Jeder Standardabbau wirkt sich negativ auf die Betreuten und die Mitarbeitenden aus
Der Fachkräftemangel treibt uns zur Verzweiflung. In der Not sind plötzlich Dinge möglich, die vorher undenkbar waren. Was tun wir hier: endlich die überzogenen Standards auf ein Normalmaß reduzieren? Mit unverhohlener Freude heilige Kühe schlachten, als hätten wir nur auf eine gute Gelegenheit gewartet? Oder schütten wir das Kind mit dem Bade aus?

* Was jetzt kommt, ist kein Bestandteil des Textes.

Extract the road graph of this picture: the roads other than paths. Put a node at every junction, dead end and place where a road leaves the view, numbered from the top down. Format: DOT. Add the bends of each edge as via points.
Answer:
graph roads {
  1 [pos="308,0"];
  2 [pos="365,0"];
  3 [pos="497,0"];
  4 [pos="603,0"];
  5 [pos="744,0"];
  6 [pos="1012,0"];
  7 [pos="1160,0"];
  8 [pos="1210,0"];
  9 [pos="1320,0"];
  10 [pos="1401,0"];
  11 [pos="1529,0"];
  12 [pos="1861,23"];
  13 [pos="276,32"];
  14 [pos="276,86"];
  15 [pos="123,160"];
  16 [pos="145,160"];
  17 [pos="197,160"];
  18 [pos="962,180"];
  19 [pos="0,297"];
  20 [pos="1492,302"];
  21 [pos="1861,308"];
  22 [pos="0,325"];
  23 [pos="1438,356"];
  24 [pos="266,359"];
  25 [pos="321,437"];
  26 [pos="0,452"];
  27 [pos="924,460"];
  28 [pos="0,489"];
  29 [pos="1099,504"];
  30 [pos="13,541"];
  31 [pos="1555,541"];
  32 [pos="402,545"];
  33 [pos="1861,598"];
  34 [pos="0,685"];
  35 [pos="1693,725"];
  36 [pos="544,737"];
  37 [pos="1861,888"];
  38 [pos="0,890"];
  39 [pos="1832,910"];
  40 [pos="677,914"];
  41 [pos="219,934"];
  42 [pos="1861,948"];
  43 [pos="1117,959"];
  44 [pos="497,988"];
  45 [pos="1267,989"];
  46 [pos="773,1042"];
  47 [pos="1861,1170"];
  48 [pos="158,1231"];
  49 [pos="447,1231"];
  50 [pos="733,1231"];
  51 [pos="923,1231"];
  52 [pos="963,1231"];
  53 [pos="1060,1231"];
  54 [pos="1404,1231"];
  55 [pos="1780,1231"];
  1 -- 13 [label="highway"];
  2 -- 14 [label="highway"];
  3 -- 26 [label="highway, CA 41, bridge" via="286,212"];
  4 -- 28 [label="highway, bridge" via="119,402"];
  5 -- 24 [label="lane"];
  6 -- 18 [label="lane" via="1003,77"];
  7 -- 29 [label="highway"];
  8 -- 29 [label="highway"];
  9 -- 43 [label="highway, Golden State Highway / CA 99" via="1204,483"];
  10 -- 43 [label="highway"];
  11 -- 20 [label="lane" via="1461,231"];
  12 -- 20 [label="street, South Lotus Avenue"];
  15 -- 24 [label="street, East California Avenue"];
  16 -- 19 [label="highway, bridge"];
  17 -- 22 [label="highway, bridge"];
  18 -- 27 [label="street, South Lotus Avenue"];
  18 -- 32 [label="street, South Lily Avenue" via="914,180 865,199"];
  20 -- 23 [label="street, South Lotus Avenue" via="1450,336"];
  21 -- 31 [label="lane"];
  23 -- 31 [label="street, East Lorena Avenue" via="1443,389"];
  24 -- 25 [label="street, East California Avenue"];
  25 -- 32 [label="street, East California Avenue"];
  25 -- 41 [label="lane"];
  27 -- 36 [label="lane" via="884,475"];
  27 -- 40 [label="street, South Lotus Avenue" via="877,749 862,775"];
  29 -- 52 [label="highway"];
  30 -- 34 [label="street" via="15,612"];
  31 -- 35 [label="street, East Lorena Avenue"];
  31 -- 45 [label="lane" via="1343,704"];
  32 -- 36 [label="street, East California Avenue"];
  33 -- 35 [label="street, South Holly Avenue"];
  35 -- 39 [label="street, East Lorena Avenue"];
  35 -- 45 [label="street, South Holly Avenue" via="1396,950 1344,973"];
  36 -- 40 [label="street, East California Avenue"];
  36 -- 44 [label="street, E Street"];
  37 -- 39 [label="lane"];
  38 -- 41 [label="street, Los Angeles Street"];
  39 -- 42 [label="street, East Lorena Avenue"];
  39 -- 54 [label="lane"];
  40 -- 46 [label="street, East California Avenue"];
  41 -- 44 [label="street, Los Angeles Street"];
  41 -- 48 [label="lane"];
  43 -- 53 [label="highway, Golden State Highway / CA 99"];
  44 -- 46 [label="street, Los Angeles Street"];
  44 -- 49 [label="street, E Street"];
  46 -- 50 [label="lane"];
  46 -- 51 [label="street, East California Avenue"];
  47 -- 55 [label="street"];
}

Fakt ist: Es gibt einen zu großen Hilfebedarf in allen sozialen Bereichen, und es gibt zu wenig Personal, erst recht zu wenig Fachkräfte. Die Schere zwischen denen, die Hilfe erhalten, und denen, die vor der Türe stehen, wird immer größer. Was tun? Die Argumentation der Qualitätssenker ist plausibel. Wenn wir einfach weitermachen nach dem Motto "Augen zu und durch", haben die, die Hilfe bekommen, ein gutes Leben, im Altenheim, im Krankenhaus, in der Wohngruppe des Kinderheims. Die anderen bleiben unversorgt vor der Tür, in der Warteschleife, auf der Straße, zu Hause. Das kann doch nicht sein! Die Lösung ist wohlfeil, pure Mathematik: Runter mit den Standards, dann gibt es mehr Hilfeangebote für mehr Menschen. Die im System sind, haben leichte Verluste, dafür müssen weniger "draußen bleiben". Stimmt doch, oder?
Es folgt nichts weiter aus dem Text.